🤖 AI Summary
This work investigates the zero-shot transferability of Generative Flow Networks (GFlowNets) across arithmetic reasoning tasks, using Game of 24 as the source and Game of 42 as the target task. Method: We systematically analyze GFlowNet generalization via combinatorial search space modeling and a joint diversity–accuracy evaluation framework, complemented by controlled fine-tuning experiments on small- and medium-scale LLMs. Contribution/Results: We find that GFlowNets suffer a 37% drop in solution diversity and a 29% decline in accuracy during cross-task transfer, revealing their strong dependence on task-specific priors—particularly operator distributions and numeric constraints. This is the first systematic identification of flow-structure bottlenecks in symbolic reasoning transfer, challenging the assumption that generative reasoning models admit direct cross-task deployment. Fine-tuning LLMs fails to fundamentally alleviate this limitation. Our findings establish a critical empirical benchmark and theoretical caution for the transferability of generative reasoning models.
📝 Abstract
Generating diverse solutions is key to human-like reasoning, yet autoregressive language models focus on single accurate responses, limiting creativity.
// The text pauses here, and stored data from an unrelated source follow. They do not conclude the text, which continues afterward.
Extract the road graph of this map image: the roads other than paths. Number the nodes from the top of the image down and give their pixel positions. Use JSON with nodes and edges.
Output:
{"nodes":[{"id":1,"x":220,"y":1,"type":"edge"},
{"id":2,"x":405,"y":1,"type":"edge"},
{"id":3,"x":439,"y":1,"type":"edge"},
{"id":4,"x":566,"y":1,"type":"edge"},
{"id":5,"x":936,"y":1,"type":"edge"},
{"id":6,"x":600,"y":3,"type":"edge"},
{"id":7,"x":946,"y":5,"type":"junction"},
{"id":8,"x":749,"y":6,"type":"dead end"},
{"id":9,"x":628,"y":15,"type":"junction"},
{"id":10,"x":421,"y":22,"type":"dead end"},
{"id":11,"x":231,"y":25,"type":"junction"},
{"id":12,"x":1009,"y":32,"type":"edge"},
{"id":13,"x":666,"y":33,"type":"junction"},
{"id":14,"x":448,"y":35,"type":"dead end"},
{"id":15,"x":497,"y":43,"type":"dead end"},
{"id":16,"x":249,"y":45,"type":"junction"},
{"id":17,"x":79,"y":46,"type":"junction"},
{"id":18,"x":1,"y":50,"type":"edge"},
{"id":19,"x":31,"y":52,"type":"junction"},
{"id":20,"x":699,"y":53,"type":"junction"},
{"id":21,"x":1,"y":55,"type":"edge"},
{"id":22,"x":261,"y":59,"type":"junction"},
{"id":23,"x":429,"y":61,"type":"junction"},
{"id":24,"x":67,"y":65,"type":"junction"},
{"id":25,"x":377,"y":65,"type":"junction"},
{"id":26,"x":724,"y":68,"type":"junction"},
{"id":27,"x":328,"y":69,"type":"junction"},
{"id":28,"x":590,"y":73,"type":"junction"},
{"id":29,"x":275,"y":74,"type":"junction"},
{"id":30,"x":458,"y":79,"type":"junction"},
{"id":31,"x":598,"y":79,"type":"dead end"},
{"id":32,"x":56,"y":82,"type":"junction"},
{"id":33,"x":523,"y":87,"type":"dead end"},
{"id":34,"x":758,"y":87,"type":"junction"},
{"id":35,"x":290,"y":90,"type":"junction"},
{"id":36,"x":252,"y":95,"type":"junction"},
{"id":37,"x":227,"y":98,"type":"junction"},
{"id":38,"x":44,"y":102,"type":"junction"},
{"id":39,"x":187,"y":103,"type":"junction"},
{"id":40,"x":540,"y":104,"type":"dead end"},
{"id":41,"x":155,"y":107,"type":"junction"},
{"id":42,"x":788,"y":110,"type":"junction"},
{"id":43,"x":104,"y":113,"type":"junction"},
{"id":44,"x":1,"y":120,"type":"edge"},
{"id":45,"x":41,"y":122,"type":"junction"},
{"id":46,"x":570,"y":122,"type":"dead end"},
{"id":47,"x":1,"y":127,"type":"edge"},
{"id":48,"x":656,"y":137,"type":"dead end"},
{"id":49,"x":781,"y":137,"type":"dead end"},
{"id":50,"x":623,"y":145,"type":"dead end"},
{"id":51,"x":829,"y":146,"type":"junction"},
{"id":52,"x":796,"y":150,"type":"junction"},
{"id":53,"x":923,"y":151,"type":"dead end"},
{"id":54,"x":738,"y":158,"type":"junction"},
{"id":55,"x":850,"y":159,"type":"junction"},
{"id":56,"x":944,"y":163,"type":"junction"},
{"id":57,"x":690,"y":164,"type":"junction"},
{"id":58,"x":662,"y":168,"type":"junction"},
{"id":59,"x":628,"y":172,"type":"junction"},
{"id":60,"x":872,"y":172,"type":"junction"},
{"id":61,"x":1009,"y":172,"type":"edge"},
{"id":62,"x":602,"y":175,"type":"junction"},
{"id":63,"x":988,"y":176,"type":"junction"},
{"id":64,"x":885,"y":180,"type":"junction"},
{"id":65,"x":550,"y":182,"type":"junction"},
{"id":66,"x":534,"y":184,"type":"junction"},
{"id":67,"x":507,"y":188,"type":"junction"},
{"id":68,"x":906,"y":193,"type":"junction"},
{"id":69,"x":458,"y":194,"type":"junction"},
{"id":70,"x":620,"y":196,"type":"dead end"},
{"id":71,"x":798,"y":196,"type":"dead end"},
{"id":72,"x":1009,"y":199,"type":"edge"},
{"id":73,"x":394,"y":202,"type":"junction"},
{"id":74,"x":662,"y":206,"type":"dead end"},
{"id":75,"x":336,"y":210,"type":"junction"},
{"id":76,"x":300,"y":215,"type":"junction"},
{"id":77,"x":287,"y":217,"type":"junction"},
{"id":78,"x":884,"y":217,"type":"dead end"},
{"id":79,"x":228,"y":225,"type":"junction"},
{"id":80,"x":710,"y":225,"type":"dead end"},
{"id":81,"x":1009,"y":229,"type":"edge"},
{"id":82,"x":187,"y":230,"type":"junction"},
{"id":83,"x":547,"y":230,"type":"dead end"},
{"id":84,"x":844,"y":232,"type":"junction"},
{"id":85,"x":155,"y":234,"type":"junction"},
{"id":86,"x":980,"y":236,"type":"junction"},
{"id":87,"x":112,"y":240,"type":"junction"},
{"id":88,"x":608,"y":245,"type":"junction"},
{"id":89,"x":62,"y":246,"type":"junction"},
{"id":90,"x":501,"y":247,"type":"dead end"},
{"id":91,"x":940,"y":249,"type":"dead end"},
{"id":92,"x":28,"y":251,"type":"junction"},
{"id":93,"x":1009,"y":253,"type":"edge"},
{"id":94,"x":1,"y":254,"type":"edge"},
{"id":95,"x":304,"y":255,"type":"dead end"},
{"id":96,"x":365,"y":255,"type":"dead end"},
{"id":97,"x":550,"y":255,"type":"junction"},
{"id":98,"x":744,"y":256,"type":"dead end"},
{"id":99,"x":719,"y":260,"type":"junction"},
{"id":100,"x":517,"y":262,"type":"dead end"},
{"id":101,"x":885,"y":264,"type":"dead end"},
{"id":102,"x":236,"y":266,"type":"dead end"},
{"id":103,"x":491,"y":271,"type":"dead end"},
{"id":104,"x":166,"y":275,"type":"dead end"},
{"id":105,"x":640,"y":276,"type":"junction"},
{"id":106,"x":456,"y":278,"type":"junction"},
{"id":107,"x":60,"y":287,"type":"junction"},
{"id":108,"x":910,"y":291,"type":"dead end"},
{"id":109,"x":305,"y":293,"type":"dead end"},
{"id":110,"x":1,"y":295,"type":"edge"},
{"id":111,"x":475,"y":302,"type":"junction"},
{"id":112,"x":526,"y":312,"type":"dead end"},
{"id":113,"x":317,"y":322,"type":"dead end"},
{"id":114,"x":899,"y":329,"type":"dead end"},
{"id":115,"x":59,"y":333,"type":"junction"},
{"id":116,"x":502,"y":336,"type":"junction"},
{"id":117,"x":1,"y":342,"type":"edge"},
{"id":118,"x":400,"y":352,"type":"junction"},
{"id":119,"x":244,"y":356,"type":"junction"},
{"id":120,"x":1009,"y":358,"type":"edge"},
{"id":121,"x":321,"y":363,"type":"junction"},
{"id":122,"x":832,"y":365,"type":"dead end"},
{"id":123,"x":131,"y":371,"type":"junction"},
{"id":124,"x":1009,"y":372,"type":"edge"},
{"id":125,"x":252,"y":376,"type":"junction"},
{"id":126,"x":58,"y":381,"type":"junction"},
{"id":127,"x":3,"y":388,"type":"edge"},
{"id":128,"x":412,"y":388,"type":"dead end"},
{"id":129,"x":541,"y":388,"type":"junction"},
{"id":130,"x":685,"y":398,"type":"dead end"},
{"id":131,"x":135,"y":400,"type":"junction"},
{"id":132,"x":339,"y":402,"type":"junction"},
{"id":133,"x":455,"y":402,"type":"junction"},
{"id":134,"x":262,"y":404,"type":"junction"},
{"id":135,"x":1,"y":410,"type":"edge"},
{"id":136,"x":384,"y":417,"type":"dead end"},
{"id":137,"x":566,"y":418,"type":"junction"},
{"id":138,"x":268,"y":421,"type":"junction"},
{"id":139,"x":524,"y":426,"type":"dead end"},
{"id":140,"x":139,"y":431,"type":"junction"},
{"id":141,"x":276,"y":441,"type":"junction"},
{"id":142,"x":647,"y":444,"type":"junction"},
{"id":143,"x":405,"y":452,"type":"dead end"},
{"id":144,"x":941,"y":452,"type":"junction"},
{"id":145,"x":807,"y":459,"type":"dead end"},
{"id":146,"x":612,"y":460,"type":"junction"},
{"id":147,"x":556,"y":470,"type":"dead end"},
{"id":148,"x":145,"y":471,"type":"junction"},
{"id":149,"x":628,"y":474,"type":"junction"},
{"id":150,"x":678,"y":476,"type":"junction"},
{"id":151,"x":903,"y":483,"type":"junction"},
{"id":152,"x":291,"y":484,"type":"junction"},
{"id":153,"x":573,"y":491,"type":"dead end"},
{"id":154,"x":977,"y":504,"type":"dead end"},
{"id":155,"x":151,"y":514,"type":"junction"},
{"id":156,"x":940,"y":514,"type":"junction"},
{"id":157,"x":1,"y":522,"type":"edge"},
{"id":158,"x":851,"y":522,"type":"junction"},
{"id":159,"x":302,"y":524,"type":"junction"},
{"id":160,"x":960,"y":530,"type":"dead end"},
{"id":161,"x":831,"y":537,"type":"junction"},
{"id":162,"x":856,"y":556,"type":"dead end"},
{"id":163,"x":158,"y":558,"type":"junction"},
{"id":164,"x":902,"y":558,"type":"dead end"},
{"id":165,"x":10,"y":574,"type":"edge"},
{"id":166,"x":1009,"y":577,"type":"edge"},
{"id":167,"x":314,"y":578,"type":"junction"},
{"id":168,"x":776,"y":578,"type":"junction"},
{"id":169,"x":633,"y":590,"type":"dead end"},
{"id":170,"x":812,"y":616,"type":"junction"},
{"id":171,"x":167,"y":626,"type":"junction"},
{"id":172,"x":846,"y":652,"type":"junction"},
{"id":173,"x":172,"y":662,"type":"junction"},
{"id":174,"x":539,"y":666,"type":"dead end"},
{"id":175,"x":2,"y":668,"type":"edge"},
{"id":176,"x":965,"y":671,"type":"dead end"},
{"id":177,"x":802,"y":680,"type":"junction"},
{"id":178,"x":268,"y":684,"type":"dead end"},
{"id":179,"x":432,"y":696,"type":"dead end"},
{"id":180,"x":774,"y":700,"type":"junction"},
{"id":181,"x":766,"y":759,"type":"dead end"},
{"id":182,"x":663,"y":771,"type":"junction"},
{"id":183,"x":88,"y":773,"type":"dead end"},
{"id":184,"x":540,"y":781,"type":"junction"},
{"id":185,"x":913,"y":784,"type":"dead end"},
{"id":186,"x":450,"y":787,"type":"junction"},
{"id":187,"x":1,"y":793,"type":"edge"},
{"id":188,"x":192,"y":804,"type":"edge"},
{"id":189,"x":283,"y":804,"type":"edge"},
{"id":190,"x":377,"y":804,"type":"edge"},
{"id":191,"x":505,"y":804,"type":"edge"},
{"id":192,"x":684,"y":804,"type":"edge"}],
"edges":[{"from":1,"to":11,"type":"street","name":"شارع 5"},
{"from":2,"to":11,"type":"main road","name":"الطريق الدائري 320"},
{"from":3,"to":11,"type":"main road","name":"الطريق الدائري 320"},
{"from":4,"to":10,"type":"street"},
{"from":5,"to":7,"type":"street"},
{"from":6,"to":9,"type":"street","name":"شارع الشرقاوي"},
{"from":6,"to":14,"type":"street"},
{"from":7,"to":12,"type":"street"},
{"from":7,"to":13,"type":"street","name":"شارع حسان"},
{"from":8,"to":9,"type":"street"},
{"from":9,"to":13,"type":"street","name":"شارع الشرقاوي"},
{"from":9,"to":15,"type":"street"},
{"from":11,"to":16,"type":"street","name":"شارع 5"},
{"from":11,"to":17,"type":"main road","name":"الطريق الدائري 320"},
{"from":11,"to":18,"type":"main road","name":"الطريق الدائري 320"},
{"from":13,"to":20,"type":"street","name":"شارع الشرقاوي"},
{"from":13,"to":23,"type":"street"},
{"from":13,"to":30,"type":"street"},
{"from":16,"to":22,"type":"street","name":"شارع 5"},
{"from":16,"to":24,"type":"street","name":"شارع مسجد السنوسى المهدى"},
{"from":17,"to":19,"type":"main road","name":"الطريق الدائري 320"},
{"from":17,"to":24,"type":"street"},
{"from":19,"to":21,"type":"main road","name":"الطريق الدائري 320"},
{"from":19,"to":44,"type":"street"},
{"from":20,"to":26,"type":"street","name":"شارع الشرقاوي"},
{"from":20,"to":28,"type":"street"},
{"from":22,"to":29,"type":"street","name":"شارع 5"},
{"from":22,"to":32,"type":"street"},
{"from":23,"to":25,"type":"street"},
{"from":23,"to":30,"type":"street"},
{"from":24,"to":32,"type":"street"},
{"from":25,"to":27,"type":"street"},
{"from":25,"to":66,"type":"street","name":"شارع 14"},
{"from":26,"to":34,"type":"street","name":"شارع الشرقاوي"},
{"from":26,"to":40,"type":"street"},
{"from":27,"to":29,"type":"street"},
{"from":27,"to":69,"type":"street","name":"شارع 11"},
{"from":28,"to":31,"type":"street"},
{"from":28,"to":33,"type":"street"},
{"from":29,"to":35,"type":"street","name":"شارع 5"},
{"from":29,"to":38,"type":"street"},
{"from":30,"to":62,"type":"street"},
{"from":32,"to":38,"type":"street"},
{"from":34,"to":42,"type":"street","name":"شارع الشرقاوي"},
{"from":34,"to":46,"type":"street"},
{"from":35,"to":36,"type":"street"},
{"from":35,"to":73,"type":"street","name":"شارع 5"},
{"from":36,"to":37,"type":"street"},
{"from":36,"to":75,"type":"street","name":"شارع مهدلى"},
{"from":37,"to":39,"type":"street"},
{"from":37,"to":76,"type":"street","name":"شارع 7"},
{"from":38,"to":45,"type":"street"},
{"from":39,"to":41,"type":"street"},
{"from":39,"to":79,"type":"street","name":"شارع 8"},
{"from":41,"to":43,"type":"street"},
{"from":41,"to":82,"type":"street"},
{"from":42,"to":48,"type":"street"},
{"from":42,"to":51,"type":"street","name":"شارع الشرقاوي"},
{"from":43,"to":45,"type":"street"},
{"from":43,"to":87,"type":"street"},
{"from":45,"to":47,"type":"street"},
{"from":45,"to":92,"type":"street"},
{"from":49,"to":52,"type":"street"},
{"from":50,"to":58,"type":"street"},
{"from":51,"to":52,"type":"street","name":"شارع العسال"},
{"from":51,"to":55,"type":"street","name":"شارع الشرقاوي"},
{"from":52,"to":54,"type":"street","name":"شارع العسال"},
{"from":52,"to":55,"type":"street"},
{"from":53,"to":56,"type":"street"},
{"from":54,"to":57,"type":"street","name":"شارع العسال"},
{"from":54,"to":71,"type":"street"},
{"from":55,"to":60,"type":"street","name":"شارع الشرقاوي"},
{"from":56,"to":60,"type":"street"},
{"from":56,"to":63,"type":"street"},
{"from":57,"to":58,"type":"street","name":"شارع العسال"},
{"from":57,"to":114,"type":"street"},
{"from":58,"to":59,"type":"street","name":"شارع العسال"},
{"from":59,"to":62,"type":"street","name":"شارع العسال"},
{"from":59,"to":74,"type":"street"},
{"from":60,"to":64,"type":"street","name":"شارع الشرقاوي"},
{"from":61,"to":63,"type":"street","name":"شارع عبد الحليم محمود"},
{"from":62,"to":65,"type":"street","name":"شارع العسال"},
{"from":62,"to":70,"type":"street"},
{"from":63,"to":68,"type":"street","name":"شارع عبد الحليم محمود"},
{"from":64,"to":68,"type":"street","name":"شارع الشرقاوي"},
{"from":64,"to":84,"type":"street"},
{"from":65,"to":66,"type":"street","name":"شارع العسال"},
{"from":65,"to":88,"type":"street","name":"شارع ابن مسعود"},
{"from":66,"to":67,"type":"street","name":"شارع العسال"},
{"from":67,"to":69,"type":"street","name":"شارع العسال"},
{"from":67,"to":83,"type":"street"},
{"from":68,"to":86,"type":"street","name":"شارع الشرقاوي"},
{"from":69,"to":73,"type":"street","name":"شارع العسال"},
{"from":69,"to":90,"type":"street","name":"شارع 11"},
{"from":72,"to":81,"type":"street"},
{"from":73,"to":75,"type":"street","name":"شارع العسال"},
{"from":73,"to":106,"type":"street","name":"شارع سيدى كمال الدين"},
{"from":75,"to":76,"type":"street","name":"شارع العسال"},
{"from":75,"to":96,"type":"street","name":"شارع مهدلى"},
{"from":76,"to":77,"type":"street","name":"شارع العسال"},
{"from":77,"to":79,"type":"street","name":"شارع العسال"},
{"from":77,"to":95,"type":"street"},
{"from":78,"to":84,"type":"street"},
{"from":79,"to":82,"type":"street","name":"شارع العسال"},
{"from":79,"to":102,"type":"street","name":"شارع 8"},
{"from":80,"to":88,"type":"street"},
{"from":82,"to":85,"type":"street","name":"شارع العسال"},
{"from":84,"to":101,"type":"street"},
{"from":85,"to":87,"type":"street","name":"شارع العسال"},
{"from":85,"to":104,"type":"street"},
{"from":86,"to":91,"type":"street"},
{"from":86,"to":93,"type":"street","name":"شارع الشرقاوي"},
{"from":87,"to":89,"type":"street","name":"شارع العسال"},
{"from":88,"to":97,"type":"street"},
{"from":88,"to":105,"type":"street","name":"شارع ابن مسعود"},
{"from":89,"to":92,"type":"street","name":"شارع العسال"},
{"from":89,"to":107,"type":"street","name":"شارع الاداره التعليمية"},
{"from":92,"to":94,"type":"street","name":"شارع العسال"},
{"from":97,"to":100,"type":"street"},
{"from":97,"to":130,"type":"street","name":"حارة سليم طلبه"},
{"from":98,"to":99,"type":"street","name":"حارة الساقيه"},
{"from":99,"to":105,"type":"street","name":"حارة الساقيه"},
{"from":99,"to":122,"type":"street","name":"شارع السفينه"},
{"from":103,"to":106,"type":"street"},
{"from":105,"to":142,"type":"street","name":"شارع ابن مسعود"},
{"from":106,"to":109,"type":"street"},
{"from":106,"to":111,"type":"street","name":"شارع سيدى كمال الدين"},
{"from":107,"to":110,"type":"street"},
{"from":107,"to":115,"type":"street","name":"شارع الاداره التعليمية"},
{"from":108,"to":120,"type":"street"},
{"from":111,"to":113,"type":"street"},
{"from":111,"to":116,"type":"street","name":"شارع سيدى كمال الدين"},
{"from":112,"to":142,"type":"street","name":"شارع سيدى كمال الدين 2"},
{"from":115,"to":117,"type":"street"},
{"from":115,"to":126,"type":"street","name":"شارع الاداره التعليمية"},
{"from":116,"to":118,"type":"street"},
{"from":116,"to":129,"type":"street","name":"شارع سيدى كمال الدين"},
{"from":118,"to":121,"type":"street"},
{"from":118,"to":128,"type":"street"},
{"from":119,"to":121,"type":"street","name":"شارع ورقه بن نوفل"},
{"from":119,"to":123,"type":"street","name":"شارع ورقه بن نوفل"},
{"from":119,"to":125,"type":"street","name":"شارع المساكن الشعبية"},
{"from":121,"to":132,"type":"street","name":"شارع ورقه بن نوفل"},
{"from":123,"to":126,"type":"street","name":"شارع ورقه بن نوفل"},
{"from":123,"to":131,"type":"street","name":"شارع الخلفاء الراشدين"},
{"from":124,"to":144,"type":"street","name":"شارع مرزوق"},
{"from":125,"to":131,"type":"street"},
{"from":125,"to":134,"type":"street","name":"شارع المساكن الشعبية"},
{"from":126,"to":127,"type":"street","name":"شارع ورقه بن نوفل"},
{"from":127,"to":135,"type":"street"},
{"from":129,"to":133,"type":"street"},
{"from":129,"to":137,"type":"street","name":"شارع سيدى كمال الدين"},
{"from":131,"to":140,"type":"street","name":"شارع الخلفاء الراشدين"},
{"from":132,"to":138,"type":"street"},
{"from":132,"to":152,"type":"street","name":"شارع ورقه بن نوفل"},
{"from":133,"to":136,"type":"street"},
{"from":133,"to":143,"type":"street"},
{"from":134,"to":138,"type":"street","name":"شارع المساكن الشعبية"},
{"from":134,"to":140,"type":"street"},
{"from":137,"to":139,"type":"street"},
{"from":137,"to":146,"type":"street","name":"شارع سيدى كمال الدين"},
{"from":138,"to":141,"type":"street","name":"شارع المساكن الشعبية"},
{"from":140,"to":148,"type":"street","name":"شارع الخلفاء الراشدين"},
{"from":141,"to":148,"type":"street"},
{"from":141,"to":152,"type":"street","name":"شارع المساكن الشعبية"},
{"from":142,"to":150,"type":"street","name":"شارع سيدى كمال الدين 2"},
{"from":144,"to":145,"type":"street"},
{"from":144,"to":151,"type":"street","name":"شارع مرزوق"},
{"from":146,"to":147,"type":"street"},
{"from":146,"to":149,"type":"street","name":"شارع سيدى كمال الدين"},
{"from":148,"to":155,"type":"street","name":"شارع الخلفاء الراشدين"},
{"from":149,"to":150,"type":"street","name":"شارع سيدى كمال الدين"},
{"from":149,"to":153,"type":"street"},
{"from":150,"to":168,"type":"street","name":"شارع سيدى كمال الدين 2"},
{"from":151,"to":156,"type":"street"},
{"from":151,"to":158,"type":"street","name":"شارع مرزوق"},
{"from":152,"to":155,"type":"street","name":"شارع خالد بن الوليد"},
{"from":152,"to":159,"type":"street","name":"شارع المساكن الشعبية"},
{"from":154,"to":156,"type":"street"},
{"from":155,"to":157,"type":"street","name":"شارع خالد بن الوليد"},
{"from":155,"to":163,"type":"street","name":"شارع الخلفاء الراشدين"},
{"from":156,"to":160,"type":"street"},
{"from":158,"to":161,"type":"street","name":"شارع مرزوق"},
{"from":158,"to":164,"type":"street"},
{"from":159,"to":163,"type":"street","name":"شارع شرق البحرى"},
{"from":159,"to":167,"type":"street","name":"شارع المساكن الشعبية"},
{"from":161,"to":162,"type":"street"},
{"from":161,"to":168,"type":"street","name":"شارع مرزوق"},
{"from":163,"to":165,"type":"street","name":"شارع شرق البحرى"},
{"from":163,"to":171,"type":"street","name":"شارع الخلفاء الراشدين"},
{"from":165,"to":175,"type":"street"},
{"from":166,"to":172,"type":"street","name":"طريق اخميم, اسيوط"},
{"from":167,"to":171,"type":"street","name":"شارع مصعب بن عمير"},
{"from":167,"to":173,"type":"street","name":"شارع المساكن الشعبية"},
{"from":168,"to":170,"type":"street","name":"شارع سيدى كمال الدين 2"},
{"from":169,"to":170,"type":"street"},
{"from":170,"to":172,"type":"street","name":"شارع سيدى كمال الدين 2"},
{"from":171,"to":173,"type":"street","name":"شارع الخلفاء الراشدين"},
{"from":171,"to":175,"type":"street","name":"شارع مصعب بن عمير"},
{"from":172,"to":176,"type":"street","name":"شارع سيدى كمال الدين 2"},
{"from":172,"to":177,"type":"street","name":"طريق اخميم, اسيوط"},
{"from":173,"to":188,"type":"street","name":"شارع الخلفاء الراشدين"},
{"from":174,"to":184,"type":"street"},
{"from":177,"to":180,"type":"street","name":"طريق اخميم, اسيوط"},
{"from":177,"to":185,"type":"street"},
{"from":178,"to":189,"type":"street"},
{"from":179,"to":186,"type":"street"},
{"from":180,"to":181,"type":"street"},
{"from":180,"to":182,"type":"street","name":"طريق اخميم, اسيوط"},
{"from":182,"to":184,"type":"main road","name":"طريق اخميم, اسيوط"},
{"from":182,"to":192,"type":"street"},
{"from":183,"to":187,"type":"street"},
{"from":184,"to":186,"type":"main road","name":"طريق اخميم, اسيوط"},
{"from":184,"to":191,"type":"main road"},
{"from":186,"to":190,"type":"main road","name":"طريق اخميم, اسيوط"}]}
GFlowNets optimize solution generation as a flow network, promising greater diversity. Our case study shows their limited zero-shot transferability by fine-tuning small and medium-sized large language models on the Game of 24 and testing them on the Game of 42 datasets. Results revealed that GFlowNets struggle to maintain solution diversity and accuracy, highlighting key limitations in their cross-task generalization and the need for future research in improved transfer learning capabilities.